Logroño es chico. Muy chico. Ubicado al noroeste profundo de Santa Fe, pertenece al Departamento de 9 de Julio y está unos 32 kilómetros de Tostado y a más de 300 de la capital provincial. Nació como tantos otros pueblos a la par de la extensión del del ferrocarril, cuando en 1911 inmigrantes llegados desde Logroño, España, apostaron a un nuevo comienzo.
Tiene apenas mil habitantes y la vida pasa por la agricultura y ganadería. Se repiten las historias de jóvenes que se exilian en busca de trabajo y en los últimos tiempos se había generado una esperanza de cambio que hoy se ve amenazada. Porque el nombre de Logroño empezó a sonar fuera del mapa habitual: un conflicto ambiental terminó poniendo en discusión algo más grande que una obra frenada y un expediente judicial. Hoy el debate, que interpela al Ejecutivo provincial, es cómo se gobierna un problema cuando cumplir la ley no alcanza para garantizar futuro.
El caso comenzó con la instalación de una planta de desmotado de algodón (una actividad en auge en una zona ganadera), que avanzó sobre una zona protegida, talando 30 hectáreas de bosque, en violación de la Ley de Bosques. El Ministerio de Ambiente de Santa Fe denunció la situación y presentó una demanda judicial. El proyecto fue frenado en marzo de 2025 luego de comprobar lo evidente. El daño ambiental existe, reconocido por la empresa y por el gobierno local.
Lo que no llegó, hasta ahora, es una salida política para la comunidad. Mientras la causa sigue su curso en tribunales, Logroño quedó paralizado. Sin obra, sin inversión y sin empleo en una comunidad que ya arrastraba un fuerte atraso estructural.
“Logroño está atravesando una situación difícil, complicada, que nos afecta directamente”, explicó la intendenta, Mariana Cardozo. “Esto afecta los recursos naturales, pero también al recurso humano. Hoy nos están quitando la posibilidad de crear una fuente de trabajo sumamente importante”, afirmó.
Cardozo describió un escenario social crítico: falta de empleo, emigración de jóvenes y situaciones de extrema vulnerabilidad. “Todo esto tiene que ver con la falta de generación de empleo”, sostuvo.
Un petitorio con 300 firmas
Frente a este panorama, la comunidad impulsó una pueblada pacífica e institucional. Más de 300 vecinos, junto a clubes, escuelas, cooperadoras, comercios, organizaciones sociales y 11 jefes comunales del Departamento de 9 de Julio, firmaron un petitorio formal dirigido al Gobierno de Santa Fe reclamando la apertura de una mesa de diálogo.
En el documento, no solo expresan su preocupación social: reclaman mecanismos de participación ciudadana, amparados en la legislación provincial. El texto solicita instancias de diálogo y audiencias públicas, al sostener que las decisiones ambientales de alto impacto deben contemplar también sus consecuencias sociales y territoriales.

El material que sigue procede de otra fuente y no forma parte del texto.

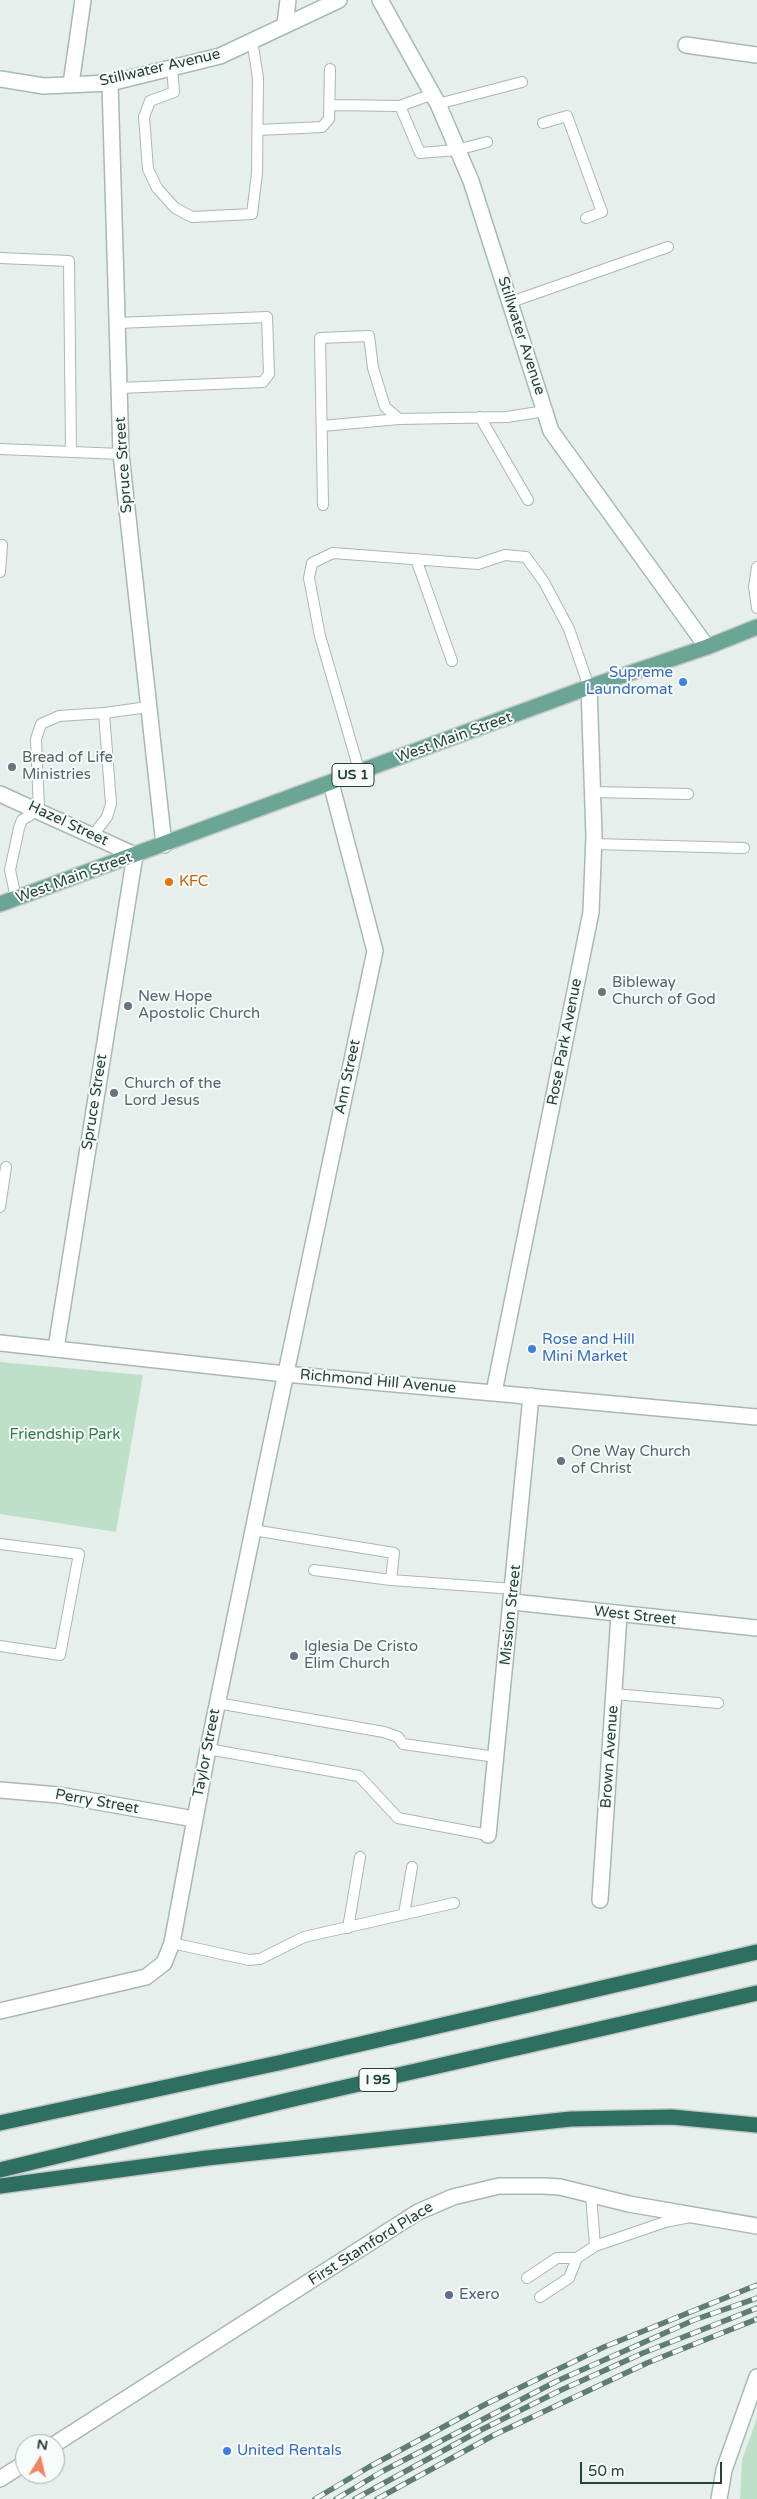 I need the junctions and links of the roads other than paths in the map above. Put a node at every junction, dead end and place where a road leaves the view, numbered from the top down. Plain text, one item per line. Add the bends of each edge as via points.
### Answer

El petitorio introduce además una interpelación política directa al Ejecutivo. Los vecinos citan el Decreto 15/2025, firmado por el gobernador santafesino Maximiliano Pullaro, que promueve el desarrollo productivo, el agregado de valor y la radicación de inversiones en el norte santafesino. Según el documento, el caso Logroño expone una contradicción entre esos objetivos y la falta de alternativas ofrecidas a una comunidad que quedó paralizada tras la judicialización del conflicto.
“La empresa tomó una decisión grave y somos claros en defender el cuidado del medio ambiente”, afirmó Cardozo. “Pero también tenemos que hablar del recurso humano. Esta planta podría generar alrededor de 50 puestos de trabajo directos con ingresos importantes. El daño ya está hecho, pero quienes seguimos pagando las consecuencias somos los vecinos”.
Sin cloacas, gas natural ni futuro
En la argumentación, los firmantes describen a Logroño como una de las localidades más postergadas de la región: sin gas natural, sin cloacas, con infraestructura básica incompleta y sin industrias que generen empleo sostenido. “No se trata solo de una obra frenada”, sostienen, “sino de un pueblo entero sin opciones productivas”.
Desde la empresa involucrada reconocieron el error cometido, ratificaron que respetan la ley ambiental y la instancia judicial, y señalaron que acompañan el reclamo comunitario para que se habilite un canal institucional que permita encontrar una salida legal y sustentable.
Por ahora, el Gobierno provincial no respondió públicamente al petitorio. En Logroño, mientras tanto, el reclamo se mantiene dentro de los carriles institucionales, sin protestas ni enfrentamientos, pero con una urgencia creciente. “El pueblo ya habló”, concluyó Cardozo. “Ahora necesitamos que se tomen decisiones”.